(Dataset entries)
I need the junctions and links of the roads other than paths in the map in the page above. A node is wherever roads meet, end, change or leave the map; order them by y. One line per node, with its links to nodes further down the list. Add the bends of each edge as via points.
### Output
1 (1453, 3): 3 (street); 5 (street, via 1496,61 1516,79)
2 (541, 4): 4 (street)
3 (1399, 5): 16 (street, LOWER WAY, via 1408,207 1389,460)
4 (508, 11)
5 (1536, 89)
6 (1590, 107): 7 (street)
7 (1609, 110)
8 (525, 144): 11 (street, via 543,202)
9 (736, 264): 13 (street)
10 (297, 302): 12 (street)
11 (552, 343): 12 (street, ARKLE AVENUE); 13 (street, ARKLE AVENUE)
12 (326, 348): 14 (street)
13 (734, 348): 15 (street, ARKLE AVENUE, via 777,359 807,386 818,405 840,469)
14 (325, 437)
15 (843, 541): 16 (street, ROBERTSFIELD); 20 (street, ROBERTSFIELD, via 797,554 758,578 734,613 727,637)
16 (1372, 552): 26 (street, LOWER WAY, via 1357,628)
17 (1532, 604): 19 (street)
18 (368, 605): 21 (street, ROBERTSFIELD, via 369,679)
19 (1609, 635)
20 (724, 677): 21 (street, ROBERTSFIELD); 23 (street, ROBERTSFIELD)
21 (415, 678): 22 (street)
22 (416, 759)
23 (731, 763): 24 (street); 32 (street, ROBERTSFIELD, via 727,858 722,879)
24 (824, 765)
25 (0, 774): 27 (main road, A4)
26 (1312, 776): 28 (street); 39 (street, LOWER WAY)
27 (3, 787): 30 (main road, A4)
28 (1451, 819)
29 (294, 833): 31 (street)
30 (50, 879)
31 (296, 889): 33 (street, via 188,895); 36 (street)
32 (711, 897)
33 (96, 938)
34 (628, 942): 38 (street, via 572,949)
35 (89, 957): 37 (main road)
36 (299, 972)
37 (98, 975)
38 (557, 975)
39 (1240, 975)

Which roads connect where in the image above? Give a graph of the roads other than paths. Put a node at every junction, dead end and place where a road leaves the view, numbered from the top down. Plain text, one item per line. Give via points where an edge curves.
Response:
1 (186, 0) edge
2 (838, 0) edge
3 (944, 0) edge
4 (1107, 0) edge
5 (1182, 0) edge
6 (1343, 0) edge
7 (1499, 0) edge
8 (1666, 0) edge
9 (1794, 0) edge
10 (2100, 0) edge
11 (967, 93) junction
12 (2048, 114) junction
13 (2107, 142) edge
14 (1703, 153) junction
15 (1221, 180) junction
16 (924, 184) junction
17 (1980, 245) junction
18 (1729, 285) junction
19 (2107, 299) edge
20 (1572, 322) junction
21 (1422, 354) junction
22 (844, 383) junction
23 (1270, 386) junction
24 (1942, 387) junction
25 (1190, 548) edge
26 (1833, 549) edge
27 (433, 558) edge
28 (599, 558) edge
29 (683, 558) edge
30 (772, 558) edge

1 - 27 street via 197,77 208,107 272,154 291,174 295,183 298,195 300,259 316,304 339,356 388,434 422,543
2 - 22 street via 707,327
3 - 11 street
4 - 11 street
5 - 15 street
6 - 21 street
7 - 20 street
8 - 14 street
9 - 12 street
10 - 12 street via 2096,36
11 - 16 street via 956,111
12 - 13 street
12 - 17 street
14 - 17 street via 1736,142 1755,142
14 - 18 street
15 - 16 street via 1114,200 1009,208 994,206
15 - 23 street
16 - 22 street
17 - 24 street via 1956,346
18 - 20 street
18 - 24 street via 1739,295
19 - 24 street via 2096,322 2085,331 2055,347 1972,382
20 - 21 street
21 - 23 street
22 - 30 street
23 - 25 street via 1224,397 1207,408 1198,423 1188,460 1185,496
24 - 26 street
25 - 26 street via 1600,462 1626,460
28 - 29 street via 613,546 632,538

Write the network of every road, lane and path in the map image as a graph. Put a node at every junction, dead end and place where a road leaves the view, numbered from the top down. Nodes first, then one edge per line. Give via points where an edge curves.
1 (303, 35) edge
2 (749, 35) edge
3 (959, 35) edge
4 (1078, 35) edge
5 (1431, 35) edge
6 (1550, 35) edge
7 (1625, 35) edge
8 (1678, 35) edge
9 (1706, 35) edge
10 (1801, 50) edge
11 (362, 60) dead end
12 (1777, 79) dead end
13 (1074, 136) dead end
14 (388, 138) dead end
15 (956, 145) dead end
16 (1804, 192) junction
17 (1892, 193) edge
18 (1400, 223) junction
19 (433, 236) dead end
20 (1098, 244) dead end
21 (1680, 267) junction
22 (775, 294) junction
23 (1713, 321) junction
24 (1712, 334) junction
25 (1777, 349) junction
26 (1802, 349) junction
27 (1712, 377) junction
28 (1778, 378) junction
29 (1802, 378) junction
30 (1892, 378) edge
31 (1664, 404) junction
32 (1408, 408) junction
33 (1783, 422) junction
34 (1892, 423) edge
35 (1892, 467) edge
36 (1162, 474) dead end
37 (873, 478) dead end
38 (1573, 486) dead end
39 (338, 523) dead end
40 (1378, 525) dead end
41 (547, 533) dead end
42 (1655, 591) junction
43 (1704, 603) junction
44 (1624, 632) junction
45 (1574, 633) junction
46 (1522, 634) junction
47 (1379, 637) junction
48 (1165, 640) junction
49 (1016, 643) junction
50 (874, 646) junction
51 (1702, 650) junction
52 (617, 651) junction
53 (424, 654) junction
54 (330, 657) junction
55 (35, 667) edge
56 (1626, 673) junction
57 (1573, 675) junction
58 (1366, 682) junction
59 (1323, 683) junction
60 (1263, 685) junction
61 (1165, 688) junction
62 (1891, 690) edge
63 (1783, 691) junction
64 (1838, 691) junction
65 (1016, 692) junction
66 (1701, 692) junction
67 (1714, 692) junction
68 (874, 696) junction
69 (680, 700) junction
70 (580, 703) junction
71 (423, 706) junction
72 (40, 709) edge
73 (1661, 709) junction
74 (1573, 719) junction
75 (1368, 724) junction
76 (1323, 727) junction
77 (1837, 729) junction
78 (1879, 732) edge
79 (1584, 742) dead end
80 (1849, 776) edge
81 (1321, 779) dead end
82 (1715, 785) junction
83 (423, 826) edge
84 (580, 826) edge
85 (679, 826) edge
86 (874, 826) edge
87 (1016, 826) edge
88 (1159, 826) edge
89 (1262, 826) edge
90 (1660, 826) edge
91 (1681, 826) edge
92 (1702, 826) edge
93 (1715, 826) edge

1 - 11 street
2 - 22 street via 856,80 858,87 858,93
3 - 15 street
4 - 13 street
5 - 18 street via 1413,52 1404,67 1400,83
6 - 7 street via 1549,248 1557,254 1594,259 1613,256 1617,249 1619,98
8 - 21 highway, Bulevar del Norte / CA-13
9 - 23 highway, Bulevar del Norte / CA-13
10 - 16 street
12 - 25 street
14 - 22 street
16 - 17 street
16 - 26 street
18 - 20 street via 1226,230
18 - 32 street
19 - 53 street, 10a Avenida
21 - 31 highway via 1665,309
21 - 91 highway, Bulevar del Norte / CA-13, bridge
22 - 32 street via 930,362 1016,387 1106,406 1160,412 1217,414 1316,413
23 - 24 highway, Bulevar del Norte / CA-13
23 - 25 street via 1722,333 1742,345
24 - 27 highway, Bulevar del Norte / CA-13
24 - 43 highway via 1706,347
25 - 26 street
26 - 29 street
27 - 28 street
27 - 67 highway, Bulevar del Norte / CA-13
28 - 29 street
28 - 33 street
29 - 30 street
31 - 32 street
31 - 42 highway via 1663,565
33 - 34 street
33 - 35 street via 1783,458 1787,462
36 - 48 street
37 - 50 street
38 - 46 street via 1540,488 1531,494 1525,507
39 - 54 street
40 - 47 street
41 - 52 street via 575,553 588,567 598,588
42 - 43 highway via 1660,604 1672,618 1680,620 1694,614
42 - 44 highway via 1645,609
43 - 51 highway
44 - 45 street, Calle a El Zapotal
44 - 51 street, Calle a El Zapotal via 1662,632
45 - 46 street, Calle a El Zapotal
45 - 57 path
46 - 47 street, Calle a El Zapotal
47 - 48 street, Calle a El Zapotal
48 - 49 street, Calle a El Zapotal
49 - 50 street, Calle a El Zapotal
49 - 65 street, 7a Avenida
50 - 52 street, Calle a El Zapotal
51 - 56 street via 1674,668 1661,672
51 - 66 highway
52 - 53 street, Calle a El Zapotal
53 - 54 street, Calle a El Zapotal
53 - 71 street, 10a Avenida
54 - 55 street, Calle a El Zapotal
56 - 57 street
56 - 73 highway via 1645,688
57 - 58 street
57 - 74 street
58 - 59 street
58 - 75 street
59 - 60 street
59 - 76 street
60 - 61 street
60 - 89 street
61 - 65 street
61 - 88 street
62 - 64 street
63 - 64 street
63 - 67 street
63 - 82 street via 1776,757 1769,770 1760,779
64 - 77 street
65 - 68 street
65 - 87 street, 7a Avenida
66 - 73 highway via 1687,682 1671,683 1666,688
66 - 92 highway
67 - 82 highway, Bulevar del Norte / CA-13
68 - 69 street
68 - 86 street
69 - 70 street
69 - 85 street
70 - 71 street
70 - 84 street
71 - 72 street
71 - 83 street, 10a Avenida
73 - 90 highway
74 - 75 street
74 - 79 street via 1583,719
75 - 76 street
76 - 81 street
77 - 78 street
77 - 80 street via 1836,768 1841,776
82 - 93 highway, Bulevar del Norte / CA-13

*Your assignment:* Take every line from the records that holds "Calle" and copy it down.

*Your response:*
44 - 45 street, Calle a El Zapotal
44 - 51 street, Calle a El Zapotal via 1662,632
45 - 46 street, Calle a El Zapotal
46 - 47 street, Calle a El Zapotal
47 - 48 street, Calle a El Zapotal
48 - 49 street, Calle a El Zapotal
49 - 50 street, Calle a El Zapotal
50 - 52 street, Calle a El Zapotal
52 - 53 street, Calle a El Zapotal
53 - 54 street, Calle a El Zapotal
54 - 55 street, Calle a El Zapotal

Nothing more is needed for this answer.